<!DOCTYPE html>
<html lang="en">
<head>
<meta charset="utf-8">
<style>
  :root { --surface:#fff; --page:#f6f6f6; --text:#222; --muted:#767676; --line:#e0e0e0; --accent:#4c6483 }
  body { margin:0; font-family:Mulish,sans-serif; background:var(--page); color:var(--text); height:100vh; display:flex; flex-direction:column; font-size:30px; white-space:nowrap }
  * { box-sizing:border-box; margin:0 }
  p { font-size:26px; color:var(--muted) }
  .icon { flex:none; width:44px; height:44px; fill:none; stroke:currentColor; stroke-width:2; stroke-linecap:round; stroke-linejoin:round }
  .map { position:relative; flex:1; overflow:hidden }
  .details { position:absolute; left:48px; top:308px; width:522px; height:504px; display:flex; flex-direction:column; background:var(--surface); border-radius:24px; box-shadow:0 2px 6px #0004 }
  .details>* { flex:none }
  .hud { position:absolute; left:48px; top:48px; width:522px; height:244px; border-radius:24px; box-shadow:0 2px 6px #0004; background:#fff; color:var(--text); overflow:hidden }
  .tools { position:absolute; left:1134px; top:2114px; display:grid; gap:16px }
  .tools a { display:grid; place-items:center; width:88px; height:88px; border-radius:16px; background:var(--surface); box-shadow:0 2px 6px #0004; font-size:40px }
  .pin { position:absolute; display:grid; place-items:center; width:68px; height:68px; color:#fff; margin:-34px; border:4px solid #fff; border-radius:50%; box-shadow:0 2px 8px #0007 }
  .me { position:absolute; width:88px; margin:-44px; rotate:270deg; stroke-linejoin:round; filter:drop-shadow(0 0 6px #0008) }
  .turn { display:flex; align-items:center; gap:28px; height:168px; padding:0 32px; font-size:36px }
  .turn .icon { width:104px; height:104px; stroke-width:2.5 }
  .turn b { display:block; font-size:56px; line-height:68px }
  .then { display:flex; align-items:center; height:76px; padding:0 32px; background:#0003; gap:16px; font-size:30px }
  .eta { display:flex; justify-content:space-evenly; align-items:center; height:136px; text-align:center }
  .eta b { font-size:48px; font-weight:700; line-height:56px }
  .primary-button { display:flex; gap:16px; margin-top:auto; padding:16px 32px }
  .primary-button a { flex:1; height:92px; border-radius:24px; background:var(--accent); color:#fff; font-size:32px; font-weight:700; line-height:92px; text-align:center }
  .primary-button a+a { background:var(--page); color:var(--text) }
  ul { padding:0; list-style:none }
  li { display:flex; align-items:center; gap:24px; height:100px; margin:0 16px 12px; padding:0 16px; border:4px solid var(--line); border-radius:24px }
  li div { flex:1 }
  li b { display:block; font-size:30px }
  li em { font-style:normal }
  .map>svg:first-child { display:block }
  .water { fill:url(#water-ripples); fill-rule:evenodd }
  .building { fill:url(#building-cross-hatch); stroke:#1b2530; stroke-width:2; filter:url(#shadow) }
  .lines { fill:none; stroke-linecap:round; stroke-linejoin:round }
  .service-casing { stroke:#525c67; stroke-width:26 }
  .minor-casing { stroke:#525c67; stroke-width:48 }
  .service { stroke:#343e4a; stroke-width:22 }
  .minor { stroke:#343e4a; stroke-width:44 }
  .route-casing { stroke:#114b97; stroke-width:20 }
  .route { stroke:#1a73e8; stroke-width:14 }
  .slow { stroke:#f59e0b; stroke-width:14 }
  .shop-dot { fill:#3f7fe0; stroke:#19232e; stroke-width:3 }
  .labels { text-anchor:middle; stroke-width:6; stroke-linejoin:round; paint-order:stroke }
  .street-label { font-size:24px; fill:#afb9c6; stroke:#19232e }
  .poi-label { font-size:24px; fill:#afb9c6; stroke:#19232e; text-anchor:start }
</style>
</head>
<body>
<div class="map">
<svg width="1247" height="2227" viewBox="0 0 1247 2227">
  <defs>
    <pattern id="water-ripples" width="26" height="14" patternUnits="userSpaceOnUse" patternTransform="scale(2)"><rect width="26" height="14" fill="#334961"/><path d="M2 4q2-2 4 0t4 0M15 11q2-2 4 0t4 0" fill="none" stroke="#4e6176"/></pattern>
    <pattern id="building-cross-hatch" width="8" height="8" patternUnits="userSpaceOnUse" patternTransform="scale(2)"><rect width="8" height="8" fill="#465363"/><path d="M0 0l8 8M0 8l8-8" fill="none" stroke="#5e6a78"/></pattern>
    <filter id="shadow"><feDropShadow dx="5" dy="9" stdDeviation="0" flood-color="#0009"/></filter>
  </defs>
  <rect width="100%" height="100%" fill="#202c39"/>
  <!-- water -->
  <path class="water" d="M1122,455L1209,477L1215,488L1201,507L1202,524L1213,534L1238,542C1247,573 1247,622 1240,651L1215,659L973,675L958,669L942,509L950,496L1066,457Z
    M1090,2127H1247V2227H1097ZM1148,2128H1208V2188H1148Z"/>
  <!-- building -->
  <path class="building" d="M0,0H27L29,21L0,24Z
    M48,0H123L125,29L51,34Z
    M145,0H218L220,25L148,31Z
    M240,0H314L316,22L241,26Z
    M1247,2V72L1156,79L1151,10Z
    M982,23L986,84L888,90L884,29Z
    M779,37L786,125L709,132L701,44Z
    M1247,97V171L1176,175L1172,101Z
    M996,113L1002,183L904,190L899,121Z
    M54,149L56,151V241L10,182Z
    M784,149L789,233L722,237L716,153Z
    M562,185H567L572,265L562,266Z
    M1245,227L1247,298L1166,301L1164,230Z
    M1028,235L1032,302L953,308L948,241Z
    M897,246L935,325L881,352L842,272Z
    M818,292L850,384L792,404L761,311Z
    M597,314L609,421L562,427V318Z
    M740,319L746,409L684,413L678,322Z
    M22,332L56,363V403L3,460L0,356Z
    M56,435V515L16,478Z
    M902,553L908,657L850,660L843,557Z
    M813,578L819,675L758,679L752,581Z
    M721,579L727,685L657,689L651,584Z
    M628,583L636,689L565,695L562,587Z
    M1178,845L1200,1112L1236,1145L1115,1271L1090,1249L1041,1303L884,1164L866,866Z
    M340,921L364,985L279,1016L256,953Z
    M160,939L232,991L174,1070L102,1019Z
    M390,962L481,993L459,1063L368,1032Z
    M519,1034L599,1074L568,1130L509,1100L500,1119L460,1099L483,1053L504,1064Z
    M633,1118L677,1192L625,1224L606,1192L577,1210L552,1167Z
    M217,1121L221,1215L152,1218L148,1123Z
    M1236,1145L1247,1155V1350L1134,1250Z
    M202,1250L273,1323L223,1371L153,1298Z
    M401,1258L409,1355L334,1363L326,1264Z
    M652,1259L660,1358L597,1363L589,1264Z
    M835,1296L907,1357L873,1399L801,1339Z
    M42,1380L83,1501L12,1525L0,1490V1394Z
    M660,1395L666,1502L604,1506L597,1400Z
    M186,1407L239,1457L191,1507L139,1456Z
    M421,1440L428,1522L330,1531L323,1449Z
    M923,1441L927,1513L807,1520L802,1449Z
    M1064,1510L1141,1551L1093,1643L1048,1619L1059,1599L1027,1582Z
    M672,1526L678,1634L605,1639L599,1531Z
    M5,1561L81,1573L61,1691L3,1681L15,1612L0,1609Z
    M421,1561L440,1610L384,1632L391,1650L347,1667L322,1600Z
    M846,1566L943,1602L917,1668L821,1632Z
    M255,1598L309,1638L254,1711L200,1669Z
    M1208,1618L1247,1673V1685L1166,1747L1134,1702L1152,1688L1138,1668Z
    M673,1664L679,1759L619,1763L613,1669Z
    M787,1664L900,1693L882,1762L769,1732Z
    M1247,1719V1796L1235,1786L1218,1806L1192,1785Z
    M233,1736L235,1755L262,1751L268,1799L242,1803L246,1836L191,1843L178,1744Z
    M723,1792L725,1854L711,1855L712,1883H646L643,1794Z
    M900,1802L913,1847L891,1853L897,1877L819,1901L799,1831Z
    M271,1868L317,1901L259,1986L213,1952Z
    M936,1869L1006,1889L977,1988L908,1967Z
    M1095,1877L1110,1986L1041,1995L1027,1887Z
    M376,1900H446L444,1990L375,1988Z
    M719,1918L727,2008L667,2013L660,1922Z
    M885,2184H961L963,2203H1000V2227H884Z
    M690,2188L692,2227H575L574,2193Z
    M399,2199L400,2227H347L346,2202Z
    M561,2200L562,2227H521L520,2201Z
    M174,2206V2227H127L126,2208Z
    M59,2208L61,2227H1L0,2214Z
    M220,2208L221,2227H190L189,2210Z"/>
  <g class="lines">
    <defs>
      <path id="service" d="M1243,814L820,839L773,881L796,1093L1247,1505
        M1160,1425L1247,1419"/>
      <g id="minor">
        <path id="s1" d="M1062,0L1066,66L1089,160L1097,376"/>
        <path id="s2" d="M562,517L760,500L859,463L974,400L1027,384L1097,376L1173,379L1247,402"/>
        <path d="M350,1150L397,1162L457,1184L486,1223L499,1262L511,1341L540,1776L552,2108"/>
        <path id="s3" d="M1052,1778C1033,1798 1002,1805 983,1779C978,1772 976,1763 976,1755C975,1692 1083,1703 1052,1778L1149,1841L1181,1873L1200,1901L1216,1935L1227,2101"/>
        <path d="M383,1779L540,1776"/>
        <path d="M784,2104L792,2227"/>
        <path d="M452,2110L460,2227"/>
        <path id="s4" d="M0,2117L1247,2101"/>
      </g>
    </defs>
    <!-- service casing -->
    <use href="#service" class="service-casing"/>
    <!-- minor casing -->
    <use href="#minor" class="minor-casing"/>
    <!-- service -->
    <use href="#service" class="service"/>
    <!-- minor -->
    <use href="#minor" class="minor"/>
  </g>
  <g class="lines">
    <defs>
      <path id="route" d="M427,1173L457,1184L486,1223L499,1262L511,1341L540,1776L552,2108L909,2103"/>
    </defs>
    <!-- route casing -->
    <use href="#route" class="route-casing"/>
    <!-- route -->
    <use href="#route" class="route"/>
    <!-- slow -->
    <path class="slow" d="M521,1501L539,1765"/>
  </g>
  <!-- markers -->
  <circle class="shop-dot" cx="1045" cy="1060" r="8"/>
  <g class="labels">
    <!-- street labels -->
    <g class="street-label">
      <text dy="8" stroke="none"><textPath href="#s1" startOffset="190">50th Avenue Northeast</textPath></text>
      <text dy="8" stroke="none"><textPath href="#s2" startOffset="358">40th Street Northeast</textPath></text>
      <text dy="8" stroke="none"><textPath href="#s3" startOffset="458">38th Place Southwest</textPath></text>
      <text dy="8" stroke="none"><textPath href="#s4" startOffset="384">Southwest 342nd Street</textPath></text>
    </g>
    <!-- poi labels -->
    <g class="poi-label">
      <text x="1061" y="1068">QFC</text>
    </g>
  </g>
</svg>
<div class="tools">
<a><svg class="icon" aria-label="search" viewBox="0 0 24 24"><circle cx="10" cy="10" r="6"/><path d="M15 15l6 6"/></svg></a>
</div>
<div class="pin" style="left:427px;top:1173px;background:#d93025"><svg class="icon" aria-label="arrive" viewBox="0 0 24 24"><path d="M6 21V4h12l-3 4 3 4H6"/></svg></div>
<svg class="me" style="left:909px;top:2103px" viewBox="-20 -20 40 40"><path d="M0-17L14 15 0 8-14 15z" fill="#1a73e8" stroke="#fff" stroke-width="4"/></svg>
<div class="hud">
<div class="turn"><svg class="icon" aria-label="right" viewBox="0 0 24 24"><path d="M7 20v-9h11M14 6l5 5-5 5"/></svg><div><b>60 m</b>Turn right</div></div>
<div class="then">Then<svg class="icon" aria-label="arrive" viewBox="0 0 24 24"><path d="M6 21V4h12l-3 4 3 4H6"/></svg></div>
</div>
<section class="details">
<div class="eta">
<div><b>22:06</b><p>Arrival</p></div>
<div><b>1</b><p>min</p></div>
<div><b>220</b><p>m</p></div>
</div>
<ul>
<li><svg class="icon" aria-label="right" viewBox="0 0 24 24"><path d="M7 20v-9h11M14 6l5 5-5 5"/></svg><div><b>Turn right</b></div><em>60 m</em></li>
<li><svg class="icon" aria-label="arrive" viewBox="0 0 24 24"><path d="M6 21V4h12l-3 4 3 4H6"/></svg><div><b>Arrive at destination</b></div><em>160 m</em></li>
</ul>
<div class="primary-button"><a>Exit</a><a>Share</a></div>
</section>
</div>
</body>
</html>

-- WORK INSTRUCTIONS --
Copy out every line of the data that includes the word "direction".

-- EXERCISE RESULT --
  body { margin:0; font-family:Mulish,sans-serif; background:var(--page); color:var(--text); height:100vh; display:flex; flex-direction:column; font-size:30px; white-space:nowrap }
  .details { position:absolute; left:48px; top:308px; width:522px; height:504px; display:flex; flex-direction:column; background:var(--surface); border-radius:24px; box-shadow:0 2px 6px #0004 }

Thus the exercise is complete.